Data overview. (a) Protein-based biotherapeutic BLA approvals over time. (b) Distribution of analyzed biotherapeutic product types. Four major categories of biotherapeutic BLA were analyzed: monoclonal antibodies (mAbs), other proteins, fusion proteins, and antibody drug conjugates (ADCs)

The analysis of these BLAs focused on four major components: quality attributes, MS workflow, MS instrumentation, and MS methodology. The quality attributes were the specific attributes that were characterized through MS, the MS workflow was the general analytical method, the MS instrumentation included specific instruments, and the MS methodology included information about the introduction techniques and the scan types used. These details were monitored using a comprehensive spreadsheet.
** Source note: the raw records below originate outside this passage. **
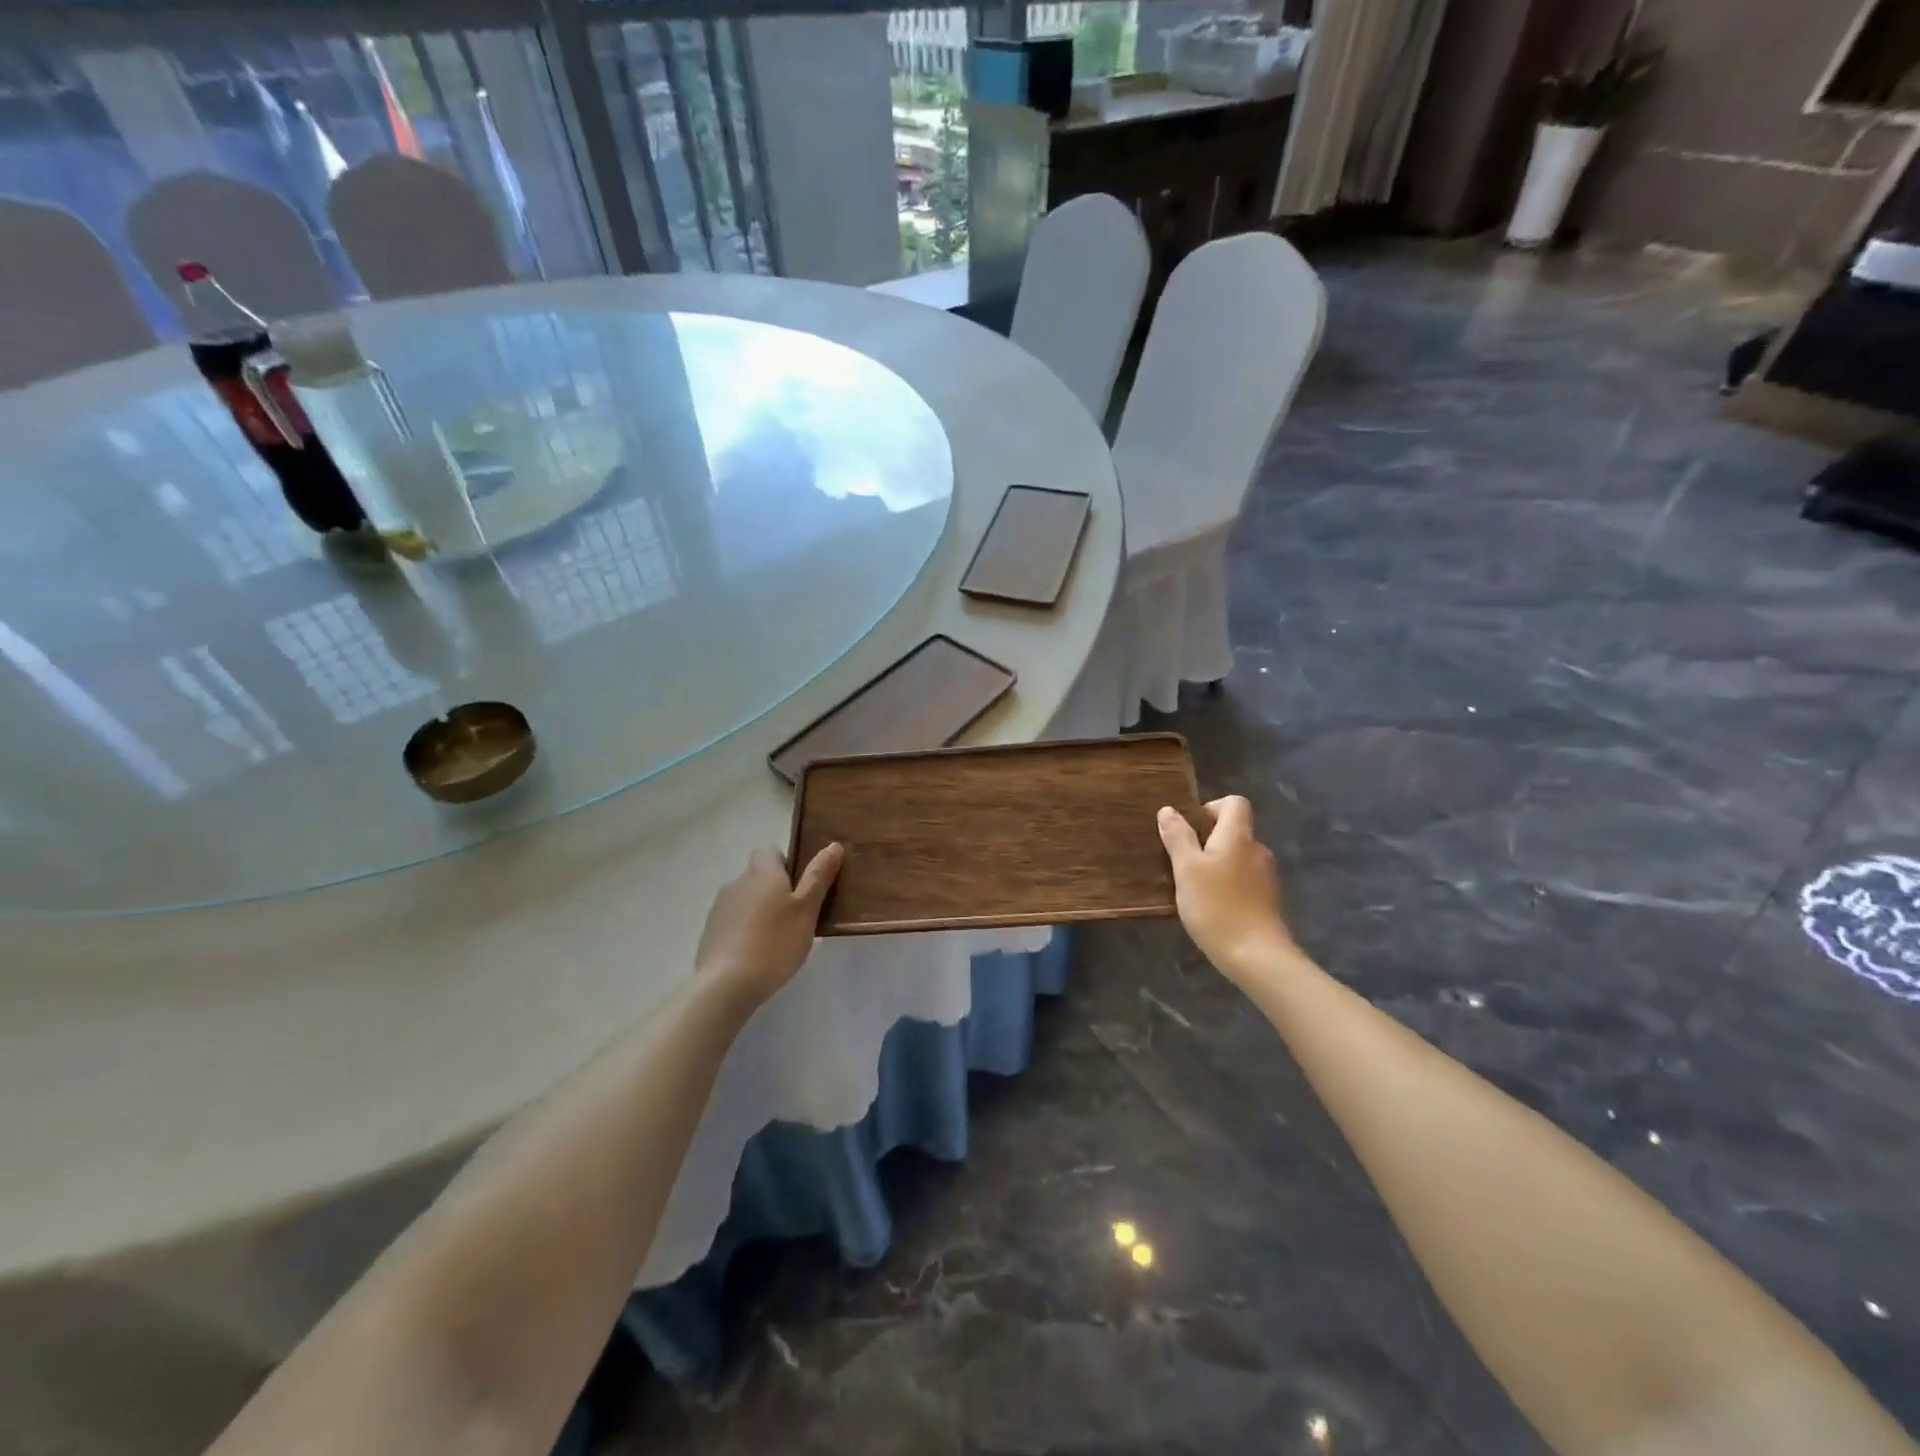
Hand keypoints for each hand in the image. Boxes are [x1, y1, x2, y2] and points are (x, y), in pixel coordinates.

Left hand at [695, 843, 843, 1009]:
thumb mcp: (807, 909)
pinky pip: (733, 922)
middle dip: (775, 890)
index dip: (787, 864)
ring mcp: (720, 908)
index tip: (802, 886)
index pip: (770, 852)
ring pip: (745, 899)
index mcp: (762, 872)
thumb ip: (819, 876)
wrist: (726, 984)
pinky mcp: (710, 933)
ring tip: (777, 939)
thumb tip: (833, 845)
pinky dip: (745, 930)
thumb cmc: (776, 942)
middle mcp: (737, 883)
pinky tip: (756, 954)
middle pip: (758, 876)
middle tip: (796, 915)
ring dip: (759, 910)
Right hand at [1157, 796, 1294, 979]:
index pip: (1234, 803)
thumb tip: (1169, 810)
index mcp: (1238, 836)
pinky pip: (1244, 879)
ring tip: (1195, 886)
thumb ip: (1178, 837)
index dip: (1211, 808)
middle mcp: (1257, 849)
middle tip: (1183, 861)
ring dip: (1218, 864)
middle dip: (1209, 839)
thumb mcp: (1187, 869)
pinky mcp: (1268, 899)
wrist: (1256, 956)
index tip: (1190, 829)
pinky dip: (1229, 884)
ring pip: (1238, 856)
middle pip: (1235, 830)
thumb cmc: (1216, 906)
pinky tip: (1213, 906)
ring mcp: (1266, 876)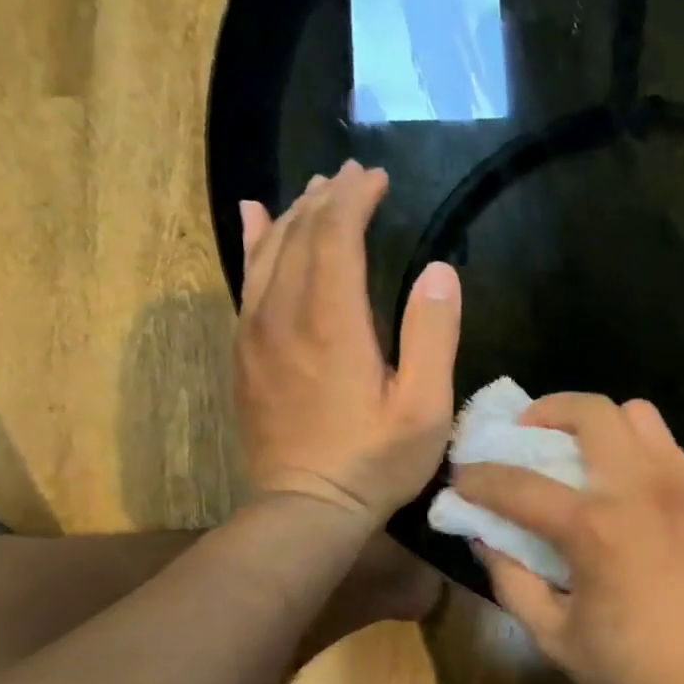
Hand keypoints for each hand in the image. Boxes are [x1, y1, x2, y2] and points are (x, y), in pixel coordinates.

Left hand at [235, 164, 460, 522]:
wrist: (306, 507)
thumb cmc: (376, 460)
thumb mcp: (425, 406)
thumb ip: (433, 336)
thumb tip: (439, 271)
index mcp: (332, 322)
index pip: (335, 235)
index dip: (355, 199)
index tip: (378, 177)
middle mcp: (284, 314)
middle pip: (298, 235)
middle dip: (327, 198)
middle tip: (354, 176)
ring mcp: (256, 332)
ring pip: (268, 252)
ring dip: (293, 214)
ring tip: (315, 190)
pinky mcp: (245, 352)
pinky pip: (245, 280)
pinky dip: (254, 242)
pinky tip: (256, 221)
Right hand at [453, 394, 683, 683]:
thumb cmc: (637, 665)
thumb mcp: (556, 638)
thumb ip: (513, 583)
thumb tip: (486, 539)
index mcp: (595, 528)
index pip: (520, 484)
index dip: (480, 478)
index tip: (463, 478)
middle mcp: (639, 487)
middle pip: (590, 411)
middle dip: (546, 411)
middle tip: (529, 434)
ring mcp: (681, 483)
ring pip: (638, 415)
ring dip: (600, 423)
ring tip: (584, 453)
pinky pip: (667, 445)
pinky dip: (637, 449)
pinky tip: (629, 487)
Data sorted in accord with the specific workflow used were further classified within the context of particular attributes and drug types.

Quality Attributes

Thirty-two specific quality attributes were monitored to determine if MS was used to identify or characterize those attributes within the BLAs (Table 1). The two attributes for which MS was most commonly used were amino acid sequence analysis and molecular mass analysis; 99% of the BLAs analyzed used MS in the analysis of one or both of these attributes, indicating the importance of MS in the basic characterization of these products. These two attributes are so often analyzed because they provide the most basic structural information of the protein: its size and its sequence. In addition to these top two attributes, the next six most analyzed attributes were for the characterization of various protein modifications. The characterization of these key attributes, especially when combined, can provide enough information to create a representative map of a protein, including its major heterogeneous species.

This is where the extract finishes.